Good stuff. I'm not going to trample on your Football as an event take, but I'm really interested to hear it. Chuck Klosterman wrote about that at length during his Super Bowl running diary a few years ago, I'll try to track it down but I want to see what you have to say first.
What I do want to say, is RIGHT NOW the NFL is the best run league from a financial standpoint, but my question is: will this continue to be the case when the CBA expires? If 2011 is a cap-free season, can football continue to be a paragon of economic sports virtue? I'm not going to go all Ralph Wilson here, and I have pretty mixed feelings about salary caps in general. But one of the oft-repeated reasons the NFL is considered so great, is parity.
However, I question if this will continue to be the case. If, for instance, they do lose the salary cap and contracts are still not guaranteed then what is to prevent a handful of teams for loading up for one year and cutting the players afterward? I feel like this would have a devastating effects on a whole host of teams.
I hate the lack of guaranteed contracts in football. Teams front-load with bonus money but no contract means anything.
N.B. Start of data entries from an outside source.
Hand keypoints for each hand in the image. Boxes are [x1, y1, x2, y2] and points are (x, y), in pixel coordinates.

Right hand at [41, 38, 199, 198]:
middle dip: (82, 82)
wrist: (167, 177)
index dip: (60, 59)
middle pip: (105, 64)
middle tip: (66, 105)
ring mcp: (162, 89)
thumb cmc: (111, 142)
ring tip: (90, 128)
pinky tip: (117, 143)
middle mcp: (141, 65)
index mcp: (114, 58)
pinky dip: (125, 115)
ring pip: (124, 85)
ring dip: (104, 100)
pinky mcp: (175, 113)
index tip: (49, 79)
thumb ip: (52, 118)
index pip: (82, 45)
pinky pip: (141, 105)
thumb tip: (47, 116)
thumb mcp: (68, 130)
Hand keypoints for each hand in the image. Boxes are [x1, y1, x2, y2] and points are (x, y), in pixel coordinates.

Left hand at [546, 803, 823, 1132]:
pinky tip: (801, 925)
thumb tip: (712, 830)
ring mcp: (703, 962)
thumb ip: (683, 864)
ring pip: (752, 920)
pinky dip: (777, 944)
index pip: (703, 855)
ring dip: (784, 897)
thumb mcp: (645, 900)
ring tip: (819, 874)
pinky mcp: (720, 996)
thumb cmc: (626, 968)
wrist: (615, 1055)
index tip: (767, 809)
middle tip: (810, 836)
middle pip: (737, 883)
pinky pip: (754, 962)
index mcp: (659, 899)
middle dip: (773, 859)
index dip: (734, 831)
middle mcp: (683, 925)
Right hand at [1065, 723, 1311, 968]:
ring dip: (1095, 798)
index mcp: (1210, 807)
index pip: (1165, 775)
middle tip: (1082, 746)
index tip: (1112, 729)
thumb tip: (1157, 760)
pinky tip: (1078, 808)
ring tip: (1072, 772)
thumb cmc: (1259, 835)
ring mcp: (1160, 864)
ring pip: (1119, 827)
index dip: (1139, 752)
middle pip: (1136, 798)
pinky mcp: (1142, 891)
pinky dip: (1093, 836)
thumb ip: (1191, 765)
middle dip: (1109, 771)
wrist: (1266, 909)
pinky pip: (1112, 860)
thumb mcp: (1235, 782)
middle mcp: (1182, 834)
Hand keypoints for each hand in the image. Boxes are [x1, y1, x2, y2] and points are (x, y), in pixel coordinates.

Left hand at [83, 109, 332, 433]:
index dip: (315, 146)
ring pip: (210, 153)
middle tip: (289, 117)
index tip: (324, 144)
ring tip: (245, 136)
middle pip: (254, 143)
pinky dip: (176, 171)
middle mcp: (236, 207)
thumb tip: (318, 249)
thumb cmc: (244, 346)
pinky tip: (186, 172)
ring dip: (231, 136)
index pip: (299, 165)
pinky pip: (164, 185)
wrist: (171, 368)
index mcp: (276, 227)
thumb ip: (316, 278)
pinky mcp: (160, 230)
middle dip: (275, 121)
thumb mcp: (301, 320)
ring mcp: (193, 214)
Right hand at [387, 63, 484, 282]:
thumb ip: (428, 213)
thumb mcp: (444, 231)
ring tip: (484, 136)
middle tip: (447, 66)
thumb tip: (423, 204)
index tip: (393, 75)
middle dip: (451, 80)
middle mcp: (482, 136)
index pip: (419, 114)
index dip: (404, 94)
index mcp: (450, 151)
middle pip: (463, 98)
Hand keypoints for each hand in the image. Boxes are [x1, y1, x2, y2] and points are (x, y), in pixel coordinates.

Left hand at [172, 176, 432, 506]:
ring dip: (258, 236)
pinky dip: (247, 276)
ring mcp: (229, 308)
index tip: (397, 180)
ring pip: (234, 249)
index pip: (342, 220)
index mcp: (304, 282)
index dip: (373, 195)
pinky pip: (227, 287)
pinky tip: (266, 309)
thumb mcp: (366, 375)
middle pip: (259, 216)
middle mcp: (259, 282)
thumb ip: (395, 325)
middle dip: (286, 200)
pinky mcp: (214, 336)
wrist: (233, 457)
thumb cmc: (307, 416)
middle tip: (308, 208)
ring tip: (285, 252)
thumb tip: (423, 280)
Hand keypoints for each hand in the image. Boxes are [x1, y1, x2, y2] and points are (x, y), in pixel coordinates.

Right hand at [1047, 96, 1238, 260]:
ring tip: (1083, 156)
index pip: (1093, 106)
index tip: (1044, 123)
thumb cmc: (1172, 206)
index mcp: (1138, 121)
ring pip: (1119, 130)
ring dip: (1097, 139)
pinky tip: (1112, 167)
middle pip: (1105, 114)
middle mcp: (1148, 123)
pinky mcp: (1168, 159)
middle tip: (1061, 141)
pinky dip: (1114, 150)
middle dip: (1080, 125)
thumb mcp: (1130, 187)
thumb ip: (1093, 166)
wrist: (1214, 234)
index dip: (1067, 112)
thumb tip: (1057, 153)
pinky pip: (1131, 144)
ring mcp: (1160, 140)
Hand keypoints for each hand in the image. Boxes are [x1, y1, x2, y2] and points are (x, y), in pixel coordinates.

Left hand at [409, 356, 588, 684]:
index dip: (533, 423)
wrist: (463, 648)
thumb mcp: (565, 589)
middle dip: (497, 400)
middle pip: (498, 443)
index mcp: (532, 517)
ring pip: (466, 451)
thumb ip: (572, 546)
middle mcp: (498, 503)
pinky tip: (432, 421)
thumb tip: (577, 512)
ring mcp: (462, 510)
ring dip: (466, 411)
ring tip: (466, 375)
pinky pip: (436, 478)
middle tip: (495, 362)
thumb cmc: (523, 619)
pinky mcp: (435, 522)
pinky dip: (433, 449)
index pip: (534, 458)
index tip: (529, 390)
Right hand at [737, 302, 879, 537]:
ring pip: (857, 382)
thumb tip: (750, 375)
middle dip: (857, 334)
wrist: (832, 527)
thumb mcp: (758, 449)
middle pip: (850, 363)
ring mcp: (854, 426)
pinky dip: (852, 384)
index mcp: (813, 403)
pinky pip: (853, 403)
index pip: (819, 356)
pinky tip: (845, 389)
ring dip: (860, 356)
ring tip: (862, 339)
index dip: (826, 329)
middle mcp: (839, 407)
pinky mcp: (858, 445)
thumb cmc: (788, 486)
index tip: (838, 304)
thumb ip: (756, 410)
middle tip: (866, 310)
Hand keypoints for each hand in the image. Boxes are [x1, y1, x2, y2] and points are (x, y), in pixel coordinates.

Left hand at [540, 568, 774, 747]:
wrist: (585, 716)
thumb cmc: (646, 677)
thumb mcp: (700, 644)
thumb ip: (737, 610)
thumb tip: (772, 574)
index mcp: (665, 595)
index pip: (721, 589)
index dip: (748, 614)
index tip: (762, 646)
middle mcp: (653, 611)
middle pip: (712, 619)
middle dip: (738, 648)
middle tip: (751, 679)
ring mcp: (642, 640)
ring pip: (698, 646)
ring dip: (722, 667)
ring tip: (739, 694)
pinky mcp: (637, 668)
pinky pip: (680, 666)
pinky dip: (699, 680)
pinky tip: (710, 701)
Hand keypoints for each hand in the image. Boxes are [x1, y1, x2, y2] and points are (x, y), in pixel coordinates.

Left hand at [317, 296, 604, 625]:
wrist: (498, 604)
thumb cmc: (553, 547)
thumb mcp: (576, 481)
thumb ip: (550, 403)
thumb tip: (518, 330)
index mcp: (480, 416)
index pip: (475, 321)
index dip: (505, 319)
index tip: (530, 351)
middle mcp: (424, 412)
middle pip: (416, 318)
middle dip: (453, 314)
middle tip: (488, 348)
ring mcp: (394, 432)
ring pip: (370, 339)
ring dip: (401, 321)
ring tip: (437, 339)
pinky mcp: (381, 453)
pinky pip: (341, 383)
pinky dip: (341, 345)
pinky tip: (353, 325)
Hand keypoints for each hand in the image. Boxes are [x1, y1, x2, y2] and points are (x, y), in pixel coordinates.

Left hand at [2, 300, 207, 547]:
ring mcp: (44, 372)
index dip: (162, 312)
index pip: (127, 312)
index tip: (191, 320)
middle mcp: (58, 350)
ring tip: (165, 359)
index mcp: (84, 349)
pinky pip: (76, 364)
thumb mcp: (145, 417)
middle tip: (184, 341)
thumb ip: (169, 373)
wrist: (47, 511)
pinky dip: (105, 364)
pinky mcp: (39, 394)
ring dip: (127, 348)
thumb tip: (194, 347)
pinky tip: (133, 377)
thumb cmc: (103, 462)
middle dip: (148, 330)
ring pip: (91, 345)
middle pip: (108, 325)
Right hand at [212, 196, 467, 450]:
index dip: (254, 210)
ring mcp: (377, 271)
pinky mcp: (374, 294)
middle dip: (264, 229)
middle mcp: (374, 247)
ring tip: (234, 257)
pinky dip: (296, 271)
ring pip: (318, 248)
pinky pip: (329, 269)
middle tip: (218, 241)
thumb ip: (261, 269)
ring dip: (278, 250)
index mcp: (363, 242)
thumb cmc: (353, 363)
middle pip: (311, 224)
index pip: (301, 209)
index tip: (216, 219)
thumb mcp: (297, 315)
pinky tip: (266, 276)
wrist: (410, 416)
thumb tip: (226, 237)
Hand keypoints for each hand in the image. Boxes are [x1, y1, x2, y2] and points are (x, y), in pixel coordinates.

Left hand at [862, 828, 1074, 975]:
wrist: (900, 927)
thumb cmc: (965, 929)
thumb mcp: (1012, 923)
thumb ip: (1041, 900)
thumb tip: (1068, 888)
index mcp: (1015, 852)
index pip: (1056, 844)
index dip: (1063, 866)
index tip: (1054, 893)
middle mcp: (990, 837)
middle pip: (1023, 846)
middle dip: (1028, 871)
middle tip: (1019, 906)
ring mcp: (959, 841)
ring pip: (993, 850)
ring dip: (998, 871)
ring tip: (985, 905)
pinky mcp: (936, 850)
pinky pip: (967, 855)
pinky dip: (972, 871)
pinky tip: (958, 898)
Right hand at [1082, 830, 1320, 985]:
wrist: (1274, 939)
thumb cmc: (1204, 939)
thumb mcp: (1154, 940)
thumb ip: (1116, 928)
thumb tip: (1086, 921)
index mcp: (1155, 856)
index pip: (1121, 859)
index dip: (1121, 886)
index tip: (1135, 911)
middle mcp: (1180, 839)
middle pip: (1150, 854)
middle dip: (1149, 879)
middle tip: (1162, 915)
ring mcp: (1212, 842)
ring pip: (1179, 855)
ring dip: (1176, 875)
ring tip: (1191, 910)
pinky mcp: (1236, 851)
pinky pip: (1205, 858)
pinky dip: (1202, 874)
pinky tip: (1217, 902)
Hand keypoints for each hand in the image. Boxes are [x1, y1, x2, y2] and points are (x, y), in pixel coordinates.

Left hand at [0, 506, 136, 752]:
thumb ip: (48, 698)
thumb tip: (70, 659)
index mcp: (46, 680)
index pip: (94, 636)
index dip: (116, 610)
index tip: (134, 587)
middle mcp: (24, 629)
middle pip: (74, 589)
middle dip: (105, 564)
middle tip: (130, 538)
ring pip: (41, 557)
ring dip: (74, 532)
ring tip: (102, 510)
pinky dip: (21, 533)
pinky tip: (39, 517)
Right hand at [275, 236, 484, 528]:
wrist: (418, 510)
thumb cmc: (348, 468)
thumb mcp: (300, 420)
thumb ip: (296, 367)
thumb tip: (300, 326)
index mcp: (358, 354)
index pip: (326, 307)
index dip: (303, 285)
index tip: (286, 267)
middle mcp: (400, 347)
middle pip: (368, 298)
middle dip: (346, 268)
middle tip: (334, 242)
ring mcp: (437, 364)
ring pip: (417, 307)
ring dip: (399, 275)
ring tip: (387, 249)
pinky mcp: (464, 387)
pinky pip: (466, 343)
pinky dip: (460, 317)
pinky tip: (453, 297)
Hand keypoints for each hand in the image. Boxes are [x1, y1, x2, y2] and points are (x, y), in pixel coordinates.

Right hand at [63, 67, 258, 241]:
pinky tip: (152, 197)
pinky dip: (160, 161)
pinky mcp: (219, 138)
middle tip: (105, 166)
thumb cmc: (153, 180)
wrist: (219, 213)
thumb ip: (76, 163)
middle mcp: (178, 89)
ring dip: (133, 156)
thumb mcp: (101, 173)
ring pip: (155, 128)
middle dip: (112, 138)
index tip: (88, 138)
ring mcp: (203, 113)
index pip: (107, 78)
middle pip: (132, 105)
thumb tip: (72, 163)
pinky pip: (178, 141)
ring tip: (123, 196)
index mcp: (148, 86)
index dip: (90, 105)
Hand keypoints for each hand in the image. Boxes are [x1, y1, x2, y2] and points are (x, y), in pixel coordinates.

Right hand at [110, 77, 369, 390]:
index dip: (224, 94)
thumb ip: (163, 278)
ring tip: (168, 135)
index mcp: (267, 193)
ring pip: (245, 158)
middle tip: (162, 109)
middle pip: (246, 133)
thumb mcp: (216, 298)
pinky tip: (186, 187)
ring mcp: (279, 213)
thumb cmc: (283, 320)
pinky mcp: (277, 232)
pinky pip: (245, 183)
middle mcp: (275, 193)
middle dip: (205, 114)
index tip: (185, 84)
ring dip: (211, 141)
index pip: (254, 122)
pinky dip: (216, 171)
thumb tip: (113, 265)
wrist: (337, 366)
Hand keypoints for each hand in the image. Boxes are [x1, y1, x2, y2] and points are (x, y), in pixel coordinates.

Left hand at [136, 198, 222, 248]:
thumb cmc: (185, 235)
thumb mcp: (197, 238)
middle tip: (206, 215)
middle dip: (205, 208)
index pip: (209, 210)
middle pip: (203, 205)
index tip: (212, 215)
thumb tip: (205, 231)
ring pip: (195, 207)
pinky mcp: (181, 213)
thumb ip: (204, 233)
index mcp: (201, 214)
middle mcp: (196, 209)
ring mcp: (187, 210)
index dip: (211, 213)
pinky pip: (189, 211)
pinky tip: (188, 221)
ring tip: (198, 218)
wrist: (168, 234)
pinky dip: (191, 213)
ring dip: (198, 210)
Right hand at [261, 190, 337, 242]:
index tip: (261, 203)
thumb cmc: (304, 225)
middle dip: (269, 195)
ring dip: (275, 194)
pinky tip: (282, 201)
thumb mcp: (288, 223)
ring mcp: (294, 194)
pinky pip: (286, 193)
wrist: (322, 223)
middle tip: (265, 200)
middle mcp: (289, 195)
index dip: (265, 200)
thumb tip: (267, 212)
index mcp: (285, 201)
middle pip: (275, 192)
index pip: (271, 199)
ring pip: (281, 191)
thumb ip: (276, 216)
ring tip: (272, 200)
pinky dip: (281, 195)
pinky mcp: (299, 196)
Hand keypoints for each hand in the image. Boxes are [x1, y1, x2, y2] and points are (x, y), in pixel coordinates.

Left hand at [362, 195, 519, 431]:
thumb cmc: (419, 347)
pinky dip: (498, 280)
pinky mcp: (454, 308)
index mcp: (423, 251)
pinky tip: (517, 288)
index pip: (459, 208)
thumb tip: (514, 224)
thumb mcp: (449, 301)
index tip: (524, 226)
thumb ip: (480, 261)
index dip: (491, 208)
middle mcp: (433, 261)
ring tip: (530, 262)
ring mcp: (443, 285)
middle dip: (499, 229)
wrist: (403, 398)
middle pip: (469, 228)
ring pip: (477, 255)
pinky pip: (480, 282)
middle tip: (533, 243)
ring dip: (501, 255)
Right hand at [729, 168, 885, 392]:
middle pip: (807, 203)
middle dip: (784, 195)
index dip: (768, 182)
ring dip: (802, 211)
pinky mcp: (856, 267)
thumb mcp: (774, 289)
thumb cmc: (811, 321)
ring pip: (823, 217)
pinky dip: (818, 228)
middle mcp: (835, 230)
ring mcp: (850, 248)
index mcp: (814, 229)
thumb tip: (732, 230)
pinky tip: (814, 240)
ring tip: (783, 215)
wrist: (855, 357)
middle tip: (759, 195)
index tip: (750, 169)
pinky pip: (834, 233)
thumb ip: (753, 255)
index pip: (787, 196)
Honestly, the Bills could Marshawn Lynch to a 25 year 8 billion dollar contract, but cut him with no consequence (its conceivable I’m fuzzy on the details here but I know for a fact no team will ever get saddled with a Julio Lugo, or Barry Zito contract). So, careers are short but careers with any one team are even shorter.
If I was to pick one league that was going to gear up for a major work-stoppage it would be the NFL because the players have such an excruciating raw deal from every side and I suspect if such a work-stoppage does occur this will effect the primacy in the American sports consciousness. At the very least the argument that it is a league above all others will indisputably be put to bed.